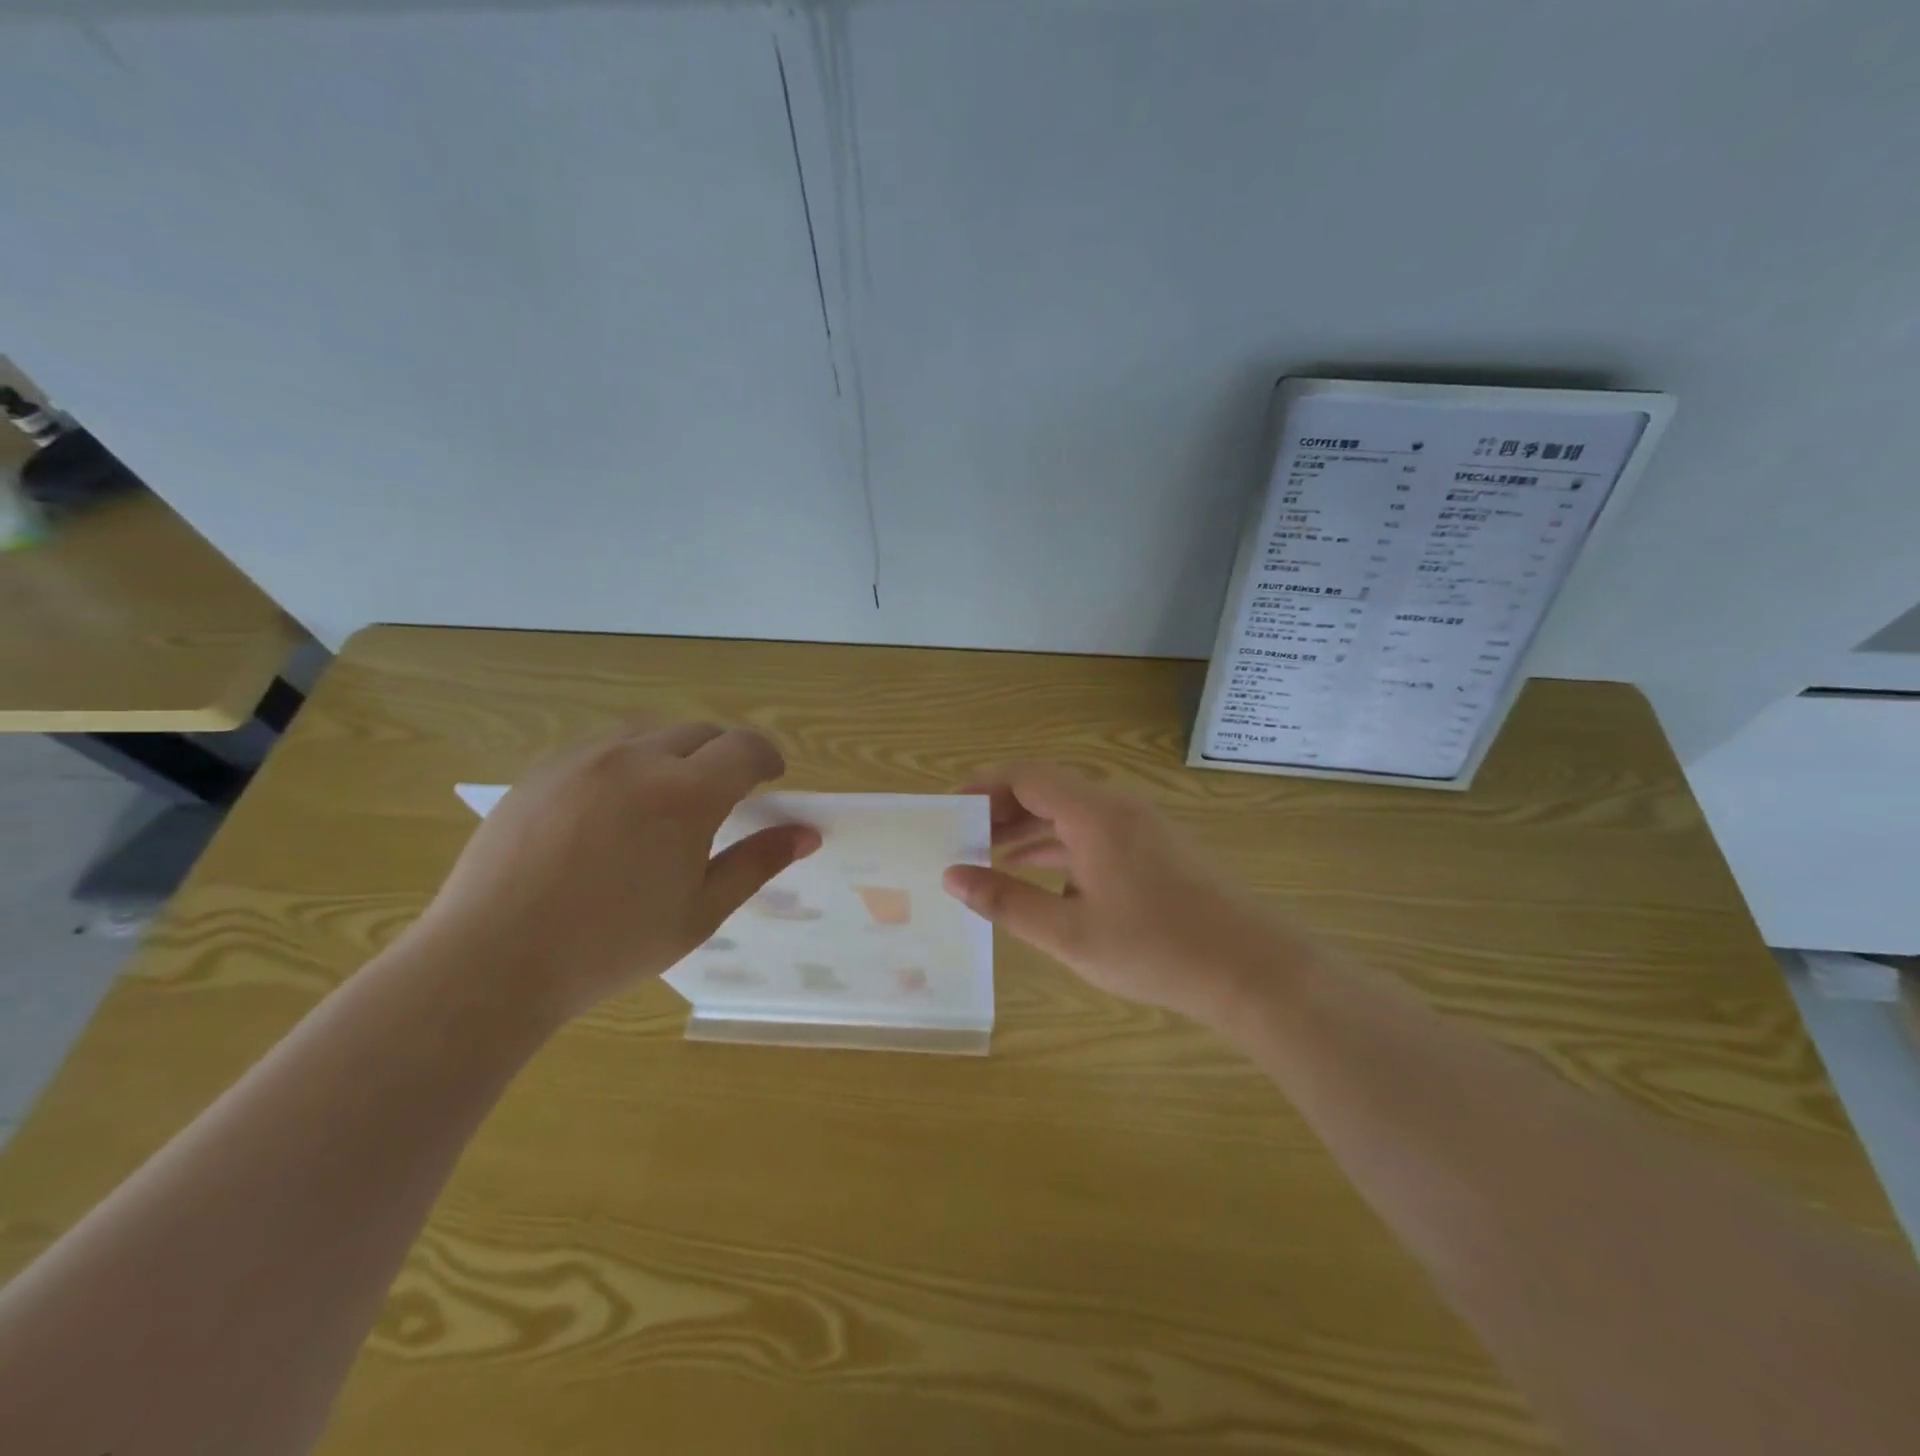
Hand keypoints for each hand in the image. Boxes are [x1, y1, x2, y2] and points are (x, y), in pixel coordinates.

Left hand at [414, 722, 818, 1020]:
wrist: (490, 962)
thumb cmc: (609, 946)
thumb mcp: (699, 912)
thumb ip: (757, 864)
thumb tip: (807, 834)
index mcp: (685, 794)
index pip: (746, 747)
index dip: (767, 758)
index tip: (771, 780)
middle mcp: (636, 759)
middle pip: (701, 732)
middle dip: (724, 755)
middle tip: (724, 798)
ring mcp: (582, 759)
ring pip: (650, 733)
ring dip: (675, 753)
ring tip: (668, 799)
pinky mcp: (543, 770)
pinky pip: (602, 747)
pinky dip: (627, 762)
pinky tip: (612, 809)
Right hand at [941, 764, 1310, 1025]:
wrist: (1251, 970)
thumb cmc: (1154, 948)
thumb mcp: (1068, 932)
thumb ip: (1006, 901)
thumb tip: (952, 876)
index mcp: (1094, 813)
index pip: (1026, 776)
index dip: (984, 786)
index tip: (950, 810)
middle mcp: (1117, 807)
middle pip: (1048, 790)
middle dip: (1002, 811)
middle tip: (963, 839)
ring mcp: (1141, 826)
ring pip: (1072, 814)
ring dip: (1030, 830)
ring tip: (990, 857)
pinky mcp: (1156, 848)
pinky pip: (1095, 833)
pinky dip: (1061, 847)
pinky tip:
···
Make an exact copy of each line, beginning at the one containing "middle mcp: (1117, 807)" and ending with the last line of the data, and of no other line.

**ANSWER TO THE EXERCISE:**
middle mcp: (1117, 807)
middle pip: (1048, 790)
middle dip: (1002, 811)
middle tip: (963, 839)
ring mcp: (1141, 826)
ring pip: (1072, 814)
ring dip: (1030, 830)
ring tip: (990, 857)
pinky mcp: (1156, 848)
pinky pip: (1095, 833)
pinky dip: (1061, 847)
pinky tip:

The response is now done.